------ RECORDS FOR THIS EXERCISE

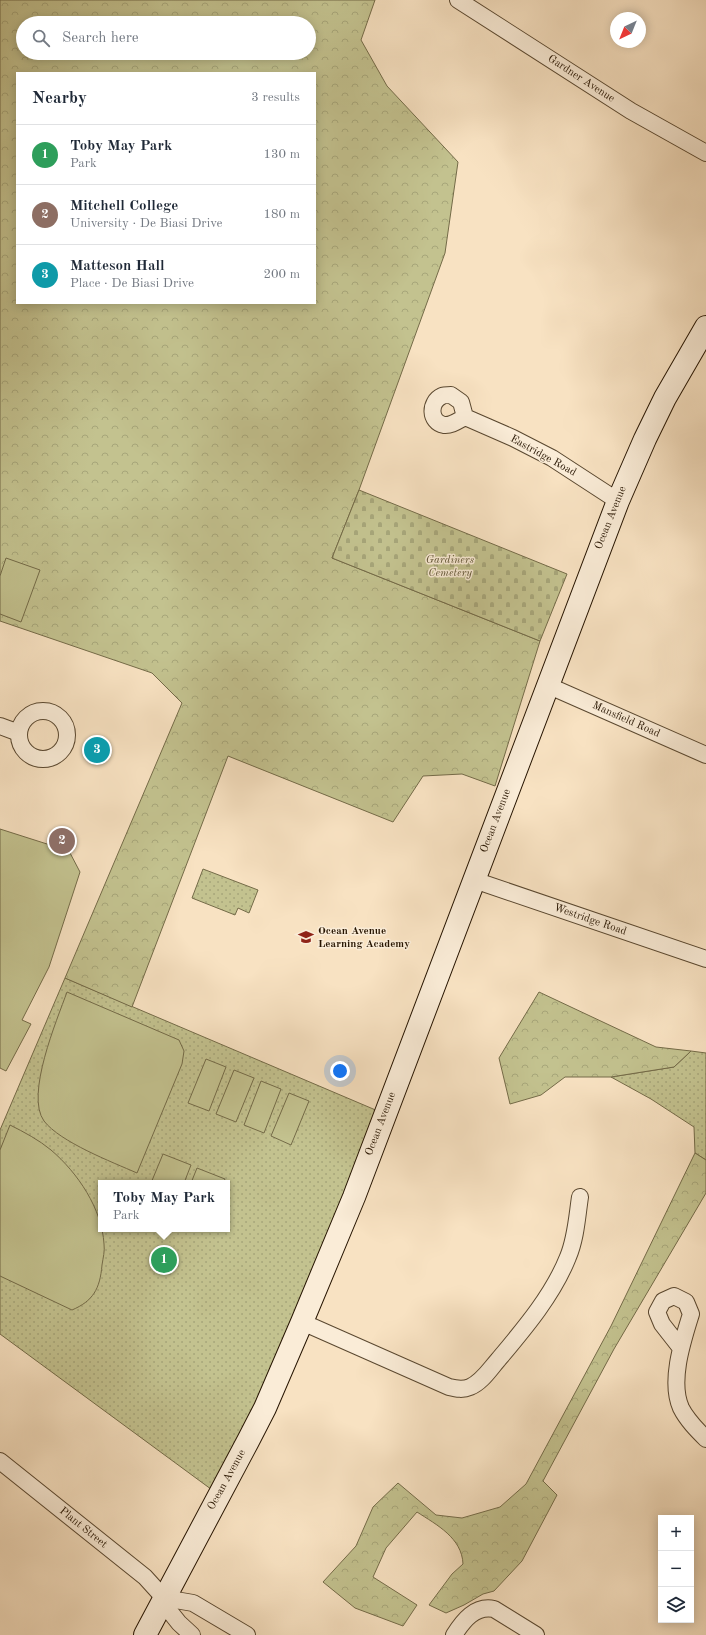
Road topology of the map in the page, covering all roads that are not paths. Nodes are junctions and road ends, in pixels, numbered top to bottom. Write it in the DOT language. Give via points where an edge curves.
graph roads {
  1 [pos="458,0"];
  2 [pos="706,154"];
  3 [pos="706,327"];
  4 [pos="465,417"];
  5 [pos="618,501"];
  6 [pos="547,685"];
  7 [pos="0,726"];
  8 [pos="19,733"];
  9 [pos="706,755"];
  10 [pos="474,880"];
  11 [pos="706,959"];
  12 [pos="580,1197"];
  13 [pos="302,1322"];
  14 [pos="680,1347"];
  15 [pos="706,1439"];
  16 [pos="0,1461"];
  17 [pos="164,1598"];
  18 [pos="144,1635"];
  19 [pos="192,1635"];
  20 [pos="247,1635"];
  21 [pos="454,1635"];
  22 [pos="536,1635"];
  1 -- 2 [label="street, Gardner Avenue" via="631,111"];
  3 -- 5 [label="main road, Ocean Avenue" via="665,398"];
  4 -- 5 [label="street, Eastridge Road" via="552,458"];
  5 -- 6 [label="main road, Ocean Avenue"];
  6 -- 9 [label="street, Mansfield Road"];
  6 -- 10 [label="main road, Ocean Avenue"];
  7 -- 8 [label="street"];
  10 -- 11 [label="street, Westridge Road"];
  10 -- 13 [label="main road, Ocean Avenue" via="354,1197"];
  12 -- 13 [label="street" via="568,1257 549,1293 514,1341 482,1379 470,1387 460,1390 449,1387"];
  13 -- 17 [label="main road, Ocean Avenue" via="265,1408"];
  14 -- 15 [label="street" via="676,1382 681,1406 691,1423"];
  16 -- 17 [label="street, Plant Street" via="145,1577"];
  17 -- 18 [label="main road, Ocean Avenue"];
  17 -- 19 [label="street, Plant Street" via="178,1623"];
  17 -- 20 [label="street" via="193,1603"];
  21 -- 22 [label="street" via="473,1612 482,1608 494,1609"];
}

------------

--- TASK TO COMPLETE ---
Tell how many lines of the data include the word "Plant", without any other words.

--- TASK SOLUTION ---
2